For cities and villages, that would hurt — but they have other tools. Cities and villages can levy an income tax. They have more ways to raise money. Townships do not.
Townships in Ohio can only collect property taxes. They cannot levy an income tax. They cannot collect a sales tax. Property taxes are the only revenue stream they have to pay for roads, fire protection, and basic services.
If Ohio voters eliminate property taxes, townships face a brutal choice. They can merge with a neighboring city or village — and lose their identity, their local control, and their voice in the process — or they can incorporate as a new village or city, which would allow them to levy an income tax and become financially self-sufficient.
This is not a hypothetical. It is a very real scenario that township trustees and residents should be talking about today.
For some townships in Miami County, like Concord and Bethel Township this potential legislation could sit in the exact the position this bill was designed to address. Both communities have grown. Both sit adjacent to larger municipalities that could someday push for annexation. Annexation is when a city or village absorbs neighboring unincorporated land — often without the full consent of the people who live near there. It has happened across Ohio for decades. Communities grow, cities expand their borders, and township residents wake up one day dealing with city issues, paying city taxes, follwing city rules, and limited say in how it happened.
Incorporation gives township residents a chance to get ahead of that. Under HB 592’s proposed amendment, the trustees of a township of at least 5,000 people could pass a unanimous resolution and put a simple question directly to voters: Do you want to be your own village or city? If a majority says yes, the process moves forward. If they say no, the community waits at least three years before the question can be raised again.

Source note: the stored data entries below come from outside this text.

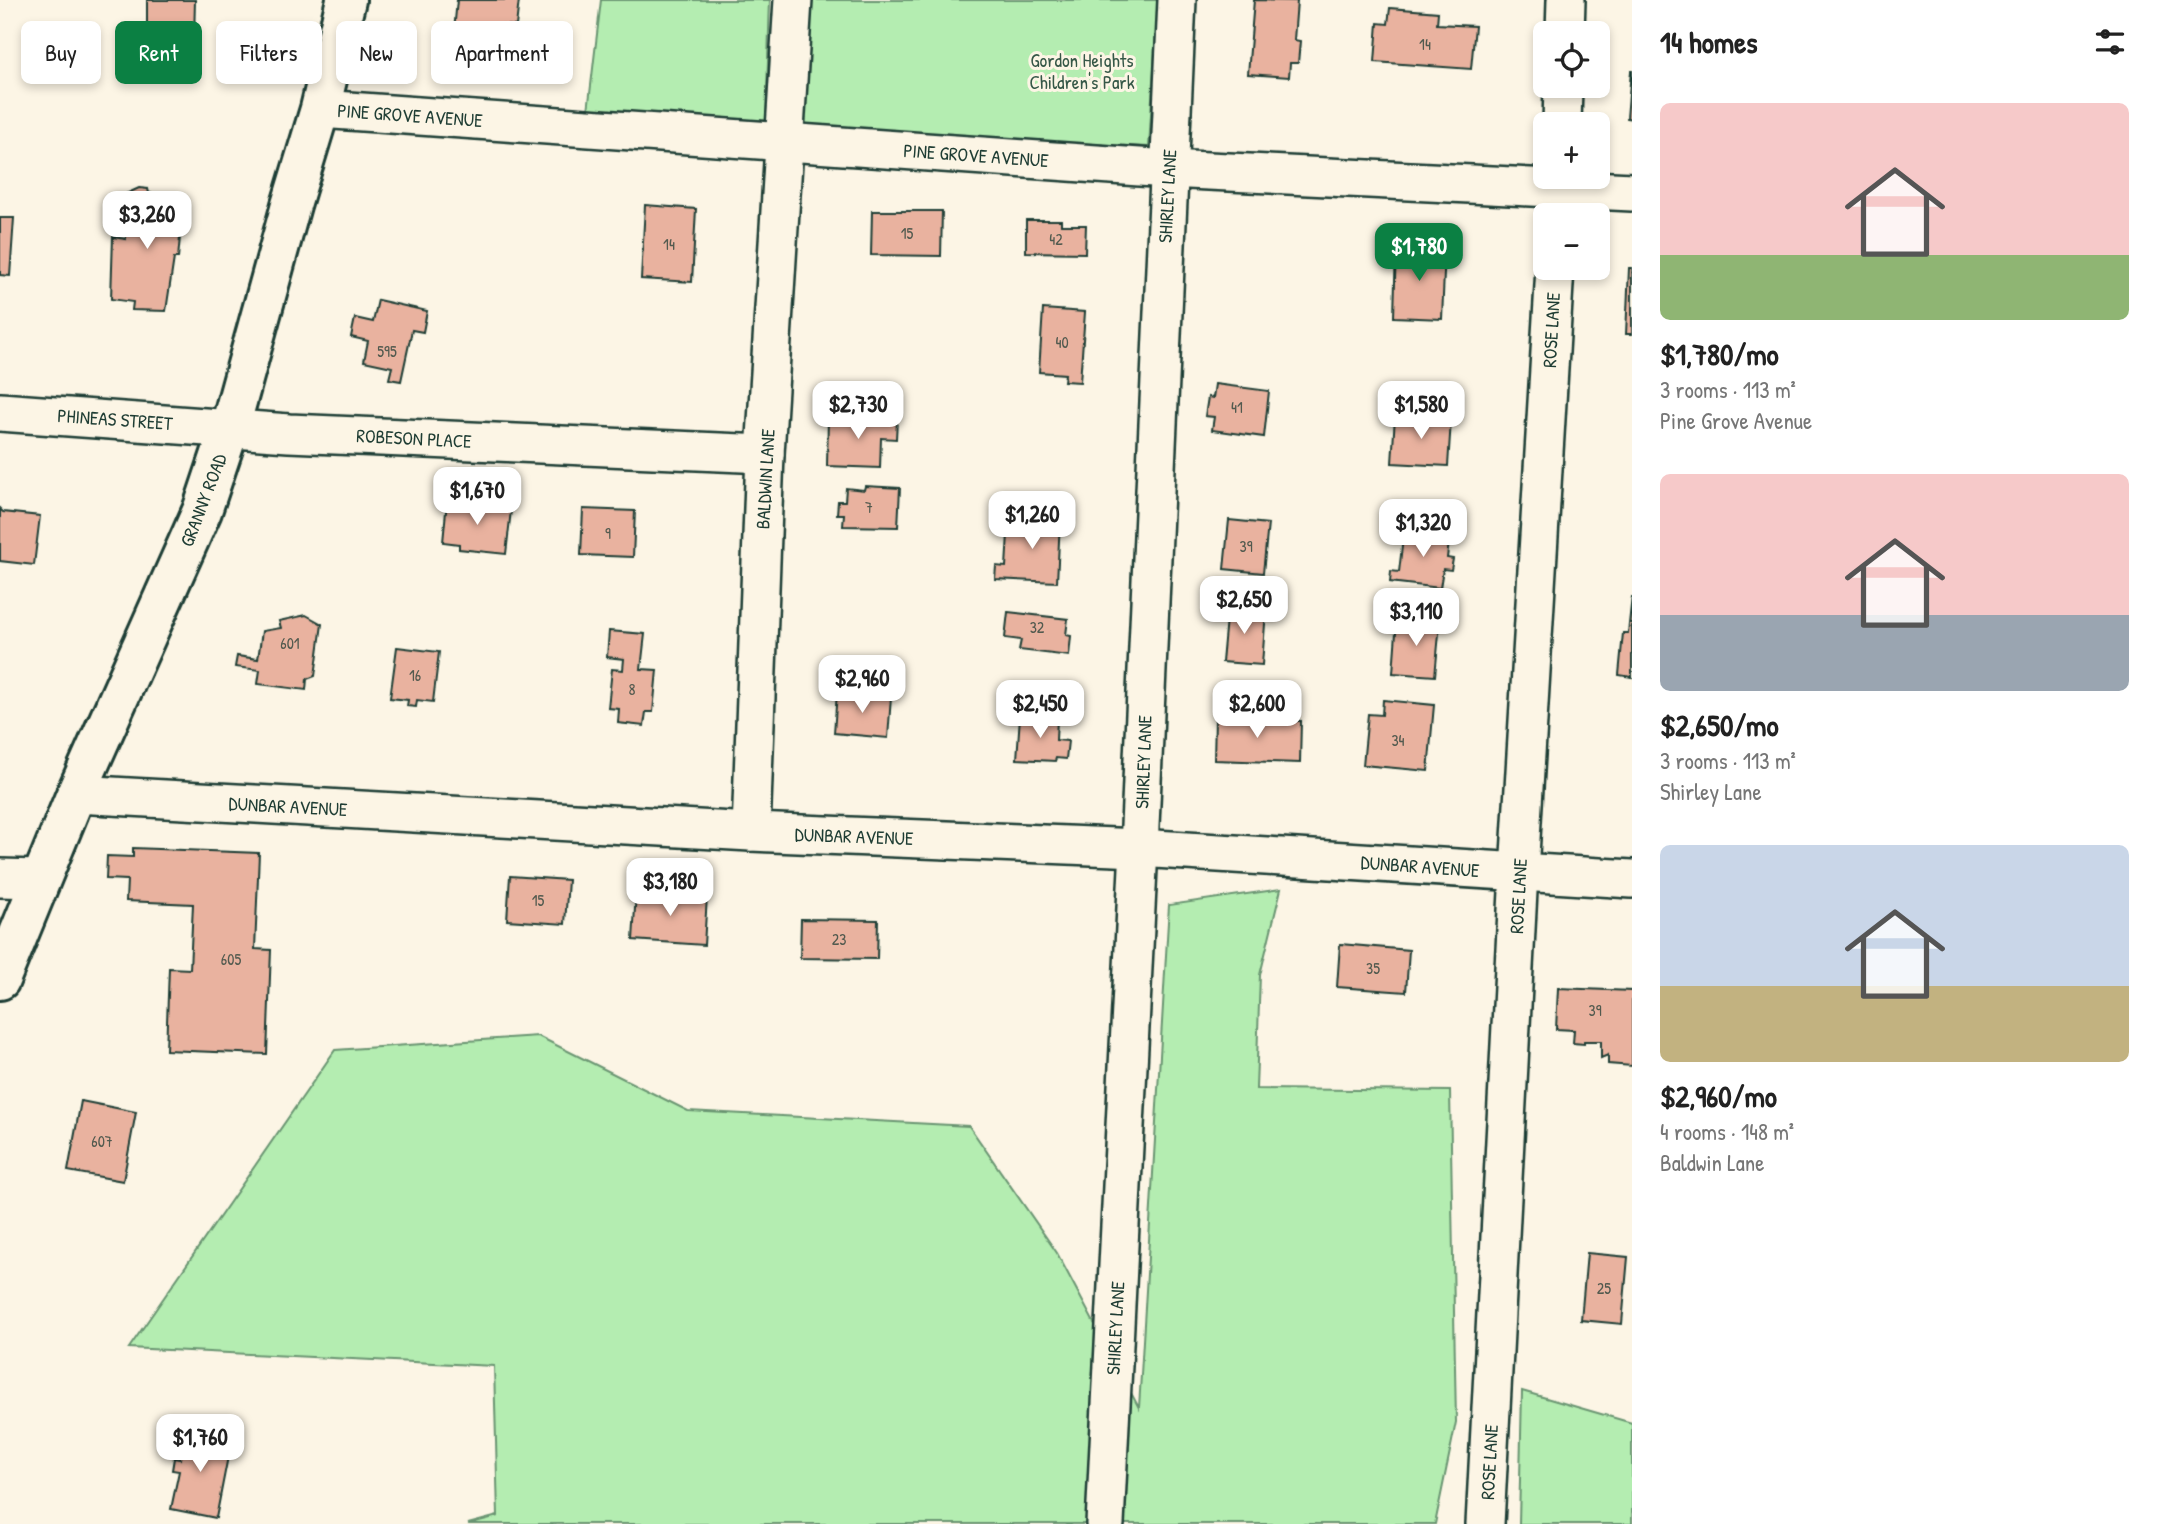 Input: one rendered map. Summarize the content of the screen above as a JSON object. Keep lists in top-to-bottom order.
{
  "streets": {
    "street": [
      "PINE GROVE AVENUE",
      "SHIRLEY LANE",
      "ROSE LANE",
      "PHINEAS STREET",
      "ROBESON PLACE",
      "BALDWIN LANE",
      "GRANNY ROAD",
      "DUNBAR AVENUE"
    ]
  },
  "crossings": [
    ["PINE GROVE AVENUE", "SHIRLEY LANE"],
    ["PINE GROVE AVENUE", "BALDWIN LANE"],
    ["PINE GROVE AVENUE", "GRANNY ROAD"],
    ["SHIRLEY LANE", "DUNBAR AVENUE"],
    ["ROSE LANE", "DUNBAR AVENUE"],
    ["PHINEAS STREET", "ROBESON PLACE"],
    ["PHINEAS STREET", "GRANNY ROAD"],
    ["ROBESON PLACE", "BALDWIN LANE"],
    ["ROBESON PLACE", "GRANNY ROAD"],
    ["BALDWIN LANE", "DUNBAR AVENUE"],
    ["GRANNY ROAD", "DUNBAR AVENUE"]
  ],
  "parks": ["Gordon Heights Children's Park"],
  "house_numbers": [
    "14",
    "15",
    "42",
    "14",
    "40",
    "595",
    "41",
    "7",
    "9",
    "39",
    "32",
    "601",
    "16",
    "8",
    "34",
    "15",
    "23",
    "605",
    "35",
    "39",
    "607",
    "25"
  ],
  "page": {
    "heading": "14 homes",
    "map_buttons": ["+", "−"],
    "chip": [
      "Buy",
      "Rent",
      "Filters",
      "New",
      "Apartment"
    ],
    "list": [
      {
        "name": "$1,780/mo",
        "note": "3 rooms · 113 m² · Pine Grove Avenue"
      },
      {
        "name": "$2,650/mo",
        "note": "3 rooms · 113 m² · Shirley Lane"
      },
      {
        "name": "$2,960/mo",
        "note": "4 rooms · 148 m² · Baldwin Lane"
      }
    ],
    "price": [
      "$3,260",
      "$1,780",
      "$2,730",
      "$1,580",
      "$1,670",
      "$1,260",
      "$1,320",
      "$2,650",
      "$3,110",
      "$2,960",
      "$2,450",
      "$2,600",
      "$3,180",
      "$1,760"
    ]
  }
}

If a township wanted to incorporate under the amended version of HB 592, the path is straightforward. The board of township trustees votes unanimously to place the question on the ballot. The board of elections then schedules the incorporation question for the next primary or general election — at least 90 days after the trustees certify their resolution. Voters go to the polls and answer one question: are you for incorporation, or against it? If a majority votes yes, the township officially becomes a village or city and the legal process of transferring township assets and responsibilities moves forward. The whole thing rests on the trustees having the courage to call the question and the voters having the information they need to answer it wisely.

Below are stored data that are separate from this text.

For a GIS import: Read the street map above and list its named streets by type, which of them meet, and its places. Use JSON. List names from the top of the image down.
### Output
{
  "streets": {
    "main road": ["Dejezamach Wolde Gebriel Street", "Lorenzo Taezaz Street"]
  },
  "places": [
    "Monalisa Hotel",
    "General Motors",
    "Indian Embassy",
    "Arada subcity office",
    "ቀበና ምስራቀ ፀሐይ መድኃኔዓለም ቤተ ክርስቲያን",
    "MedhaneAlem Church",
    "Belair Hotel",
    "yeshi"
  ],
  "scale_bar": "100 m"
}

House Bill 592 is not just a procedural tweak to state law. It is a tool that could protect the long-term survival and independence of small communities in Miami County and across Ohio. The threat is real: if property tax reform strips townships of their only revenue source, communities that haven’t incorporated will be left with nothing — no income tax authority, no financial safety net, and no leverage against annexation.
The communities that will fare best will be the ones that saw it coming and acted before someone else made the decision for them.
This bill hasn’t passed yet. But it is moving. And whether you live in a larger township here in Miami County, this is the time to pay attention to House Bill 592.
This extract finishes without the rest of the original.